* **YOUR GOAL**: For every line below that includes the word "Ussi", add one; report the final number and nothing else.

Dataset items:
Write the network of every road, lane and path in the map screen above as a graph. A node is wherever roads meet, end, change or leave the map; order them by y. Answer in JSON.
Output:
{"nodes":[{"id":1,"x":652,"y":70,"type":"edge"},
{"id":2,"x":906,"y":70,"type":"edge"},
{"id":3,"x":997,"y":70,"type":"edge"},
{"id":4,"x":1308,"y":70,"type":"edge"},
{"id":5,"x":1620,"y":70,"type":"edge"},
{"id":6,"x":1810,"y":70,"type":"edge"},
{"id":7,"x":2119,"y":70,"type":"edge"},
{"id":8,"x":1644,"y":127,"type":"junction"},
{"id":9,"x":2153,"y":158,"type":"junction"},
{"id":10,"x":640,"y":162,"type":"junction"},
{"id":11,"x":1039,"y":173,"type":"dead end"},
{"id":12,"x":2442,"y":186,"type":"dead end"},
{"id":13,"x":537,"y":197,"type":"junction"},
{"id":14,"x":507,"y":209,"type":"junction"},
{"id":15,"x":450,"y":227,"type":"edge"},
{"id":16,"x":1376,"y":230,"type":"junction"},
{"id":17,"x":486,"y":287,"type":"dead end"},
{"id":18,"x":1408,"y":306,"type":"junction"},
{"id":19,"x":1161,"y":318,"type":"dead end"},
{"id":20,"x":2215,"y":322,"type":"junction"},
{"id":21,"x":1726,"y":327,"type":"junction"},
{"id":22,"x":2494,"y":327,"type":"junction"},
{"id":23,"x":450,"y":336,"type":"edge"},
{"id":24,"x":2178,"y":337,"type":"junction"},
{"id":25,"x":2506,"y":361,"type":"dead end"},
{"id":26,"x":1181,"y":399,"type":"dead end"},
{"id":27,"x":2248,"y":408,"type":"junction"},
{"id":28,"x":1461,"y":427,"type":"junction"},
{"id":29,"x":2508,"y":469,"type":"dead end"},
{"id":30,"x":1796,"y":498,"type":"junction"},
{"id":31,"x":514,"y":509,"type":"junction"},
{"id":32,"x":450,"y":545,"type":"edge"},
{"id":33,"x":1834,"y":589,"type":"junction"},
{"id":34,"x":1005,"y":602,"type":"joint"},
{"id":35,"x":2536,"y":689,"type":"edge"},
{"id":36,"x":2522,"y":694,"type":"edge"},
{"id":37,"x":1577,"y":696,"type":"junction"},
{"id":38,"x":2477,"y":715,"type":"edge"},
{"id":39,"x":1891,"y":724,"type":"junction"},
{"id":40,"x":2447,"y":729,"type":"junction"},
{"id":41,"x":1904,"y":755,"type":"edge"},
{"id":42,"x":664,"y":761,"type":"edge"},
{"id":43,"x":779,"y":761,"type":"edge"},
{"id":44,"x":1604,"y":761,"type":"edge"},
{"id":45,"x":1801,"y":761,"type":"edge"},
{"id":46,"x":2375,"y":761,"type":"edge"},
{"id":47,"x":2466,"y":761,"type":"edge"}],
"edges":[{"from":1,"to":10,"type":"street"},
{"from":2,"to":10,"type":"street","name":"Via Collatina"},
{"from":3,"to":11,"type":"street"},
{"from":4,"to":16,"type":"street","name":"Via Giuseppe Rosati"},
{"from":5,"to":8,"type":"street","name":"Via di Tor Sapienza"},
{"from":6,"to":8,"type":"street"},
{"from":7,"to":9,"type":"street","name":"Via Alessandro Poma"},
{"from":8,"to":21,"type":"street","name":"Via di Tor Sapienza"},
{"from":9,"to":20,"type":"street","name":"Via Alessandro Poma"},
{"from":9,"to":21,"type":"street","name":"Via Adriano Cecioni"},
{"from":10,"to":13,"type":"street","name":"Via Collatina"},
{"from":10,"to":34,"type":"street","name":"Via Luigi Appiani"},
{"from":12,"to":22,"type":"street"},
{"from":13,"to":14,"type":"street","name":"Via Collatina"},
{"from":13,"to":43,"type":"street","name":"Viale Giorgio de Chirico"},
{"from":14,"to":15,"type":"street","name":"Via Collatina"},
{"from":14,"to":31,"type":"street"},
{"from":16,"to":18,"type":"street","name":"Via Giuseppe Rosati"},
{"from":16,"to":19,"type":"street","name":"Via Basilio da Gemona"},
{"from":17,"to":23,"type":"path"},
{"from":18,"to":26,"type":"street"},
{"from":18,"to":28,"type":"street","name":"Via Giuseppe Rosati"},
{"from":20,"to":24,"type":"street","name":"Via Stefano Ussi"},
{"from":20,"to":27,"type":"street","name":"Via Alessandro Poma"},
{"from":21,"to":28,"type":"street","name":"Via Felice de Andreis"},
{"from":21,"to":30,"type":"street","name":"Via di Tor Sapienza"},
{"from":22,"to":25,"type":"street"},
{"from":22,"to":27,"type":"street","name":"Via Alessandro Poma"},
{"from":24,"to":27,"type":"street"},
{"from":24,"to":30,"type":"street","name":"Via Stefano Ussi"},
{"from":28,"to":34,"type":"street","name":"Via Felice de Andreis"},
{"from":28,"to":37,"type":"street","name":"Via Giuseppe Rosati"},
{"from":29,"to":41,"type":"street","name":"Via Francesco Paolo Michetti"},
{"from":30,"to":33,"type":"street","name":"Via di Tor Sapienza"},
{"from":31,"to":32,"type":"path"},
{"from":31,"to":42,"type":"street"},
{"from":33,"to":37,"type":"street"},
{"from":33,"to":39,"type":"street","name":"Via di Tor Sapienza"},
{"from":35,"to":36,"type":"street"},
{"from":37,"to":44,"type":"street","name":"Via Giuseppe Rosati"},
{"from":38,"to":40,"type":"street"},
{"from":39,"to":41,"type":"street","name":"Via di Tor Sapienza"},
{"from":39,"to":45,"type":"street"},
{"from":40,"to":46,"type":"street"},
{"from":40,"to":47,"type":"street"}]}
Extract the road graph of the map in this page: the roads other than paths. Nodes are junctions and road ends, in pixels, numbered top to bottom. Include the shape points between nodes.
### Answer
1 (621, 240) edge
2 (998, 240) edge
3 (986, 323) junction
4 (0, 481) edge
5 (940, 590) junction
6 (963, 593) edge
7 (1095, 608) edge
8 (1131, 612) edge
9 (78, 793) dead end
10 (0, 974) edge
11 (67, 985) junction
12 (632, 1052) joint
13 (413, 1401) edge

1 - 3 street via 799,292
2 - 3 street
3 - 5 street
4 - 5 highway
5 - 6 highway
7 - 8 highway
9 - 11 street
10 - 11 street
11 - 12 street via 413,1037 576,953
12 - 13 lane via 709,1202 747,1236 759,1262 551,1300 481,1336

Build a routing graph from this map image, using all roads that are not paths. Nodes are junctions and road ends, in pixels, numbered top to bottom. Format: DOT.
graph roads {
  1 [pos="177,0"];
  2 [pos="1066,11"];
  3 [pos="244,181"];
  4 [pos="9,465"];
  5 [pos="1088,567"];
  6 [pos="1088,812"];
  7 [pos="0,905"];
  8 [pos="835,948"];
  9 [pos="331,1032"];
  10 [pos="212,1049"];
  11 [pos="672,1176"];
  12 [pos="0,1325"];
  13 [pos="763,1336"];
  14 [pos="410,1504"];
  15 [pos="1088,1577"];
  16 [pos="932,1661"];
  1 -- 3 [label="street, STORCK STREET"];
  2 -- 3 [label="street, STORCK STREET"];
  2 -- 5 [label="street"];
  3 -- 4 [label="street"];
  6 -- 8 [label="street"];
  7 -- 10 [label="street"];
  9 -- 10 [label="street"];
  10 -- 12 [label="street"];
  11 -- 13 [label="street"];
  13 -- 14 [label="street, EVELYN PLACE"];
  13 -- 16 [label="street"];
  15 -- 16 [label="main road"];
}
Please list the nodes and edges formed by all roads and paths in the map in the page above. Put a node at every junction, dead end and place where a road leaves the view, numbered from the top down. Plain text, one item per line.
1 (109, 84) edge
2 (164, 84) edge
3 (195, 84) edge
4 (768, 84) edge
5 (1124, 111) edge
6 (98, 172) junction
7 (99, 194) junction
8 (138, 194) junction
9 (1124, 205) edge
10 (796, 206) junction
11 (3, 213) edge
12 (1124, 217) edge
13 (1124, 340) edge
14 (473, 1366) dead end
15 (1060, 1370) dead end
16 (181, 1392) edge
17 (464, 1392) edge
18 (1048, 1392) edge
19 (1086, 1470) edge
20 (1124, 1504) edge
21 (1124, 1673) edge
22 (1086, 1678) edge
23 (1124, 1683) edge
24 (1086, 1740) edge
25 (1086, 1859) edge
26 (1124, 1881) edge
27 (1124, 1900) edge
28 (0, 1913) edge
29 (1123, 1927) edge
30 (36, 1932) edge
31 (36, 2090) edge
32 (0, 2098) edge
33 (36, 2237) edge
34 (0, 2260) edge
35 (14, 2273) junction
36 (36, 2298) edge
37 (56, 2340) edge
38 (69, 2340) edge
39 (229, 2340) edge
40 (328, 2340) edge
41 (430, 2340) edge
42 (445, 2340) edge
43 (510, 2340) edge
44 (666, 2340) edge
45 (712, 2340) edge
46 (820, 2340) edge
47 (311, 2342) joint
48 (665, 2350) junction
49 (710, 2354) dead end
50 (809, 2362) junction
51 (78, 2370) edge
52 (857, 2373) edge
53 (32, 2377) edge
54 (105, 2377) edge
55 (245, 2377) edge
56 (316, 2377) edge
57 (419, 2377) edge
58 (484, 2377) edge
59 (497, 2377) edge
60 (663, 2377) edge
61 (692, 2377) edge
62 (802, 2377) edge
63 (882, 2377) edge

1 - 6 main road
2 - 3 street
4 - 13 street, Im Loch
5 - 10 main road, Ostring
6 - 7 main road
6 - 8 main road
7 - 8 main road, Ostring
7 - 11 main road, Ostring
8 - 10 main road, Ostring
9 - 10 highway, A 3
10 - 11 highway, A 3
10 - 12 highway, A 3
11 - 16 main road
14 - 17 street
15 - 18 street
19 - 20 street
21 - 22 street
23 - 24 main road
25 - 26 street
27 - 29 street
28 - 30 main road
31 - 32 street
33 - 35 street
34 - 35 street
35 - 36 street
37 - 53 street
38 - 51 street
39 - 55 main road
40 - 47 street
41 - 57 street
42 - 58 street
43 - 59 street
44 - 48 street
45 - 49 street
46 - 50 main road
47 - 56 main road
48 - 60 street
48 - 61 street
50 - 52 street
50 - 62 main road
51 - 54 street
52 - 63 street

* **EXERCISE RESPONSE**: 2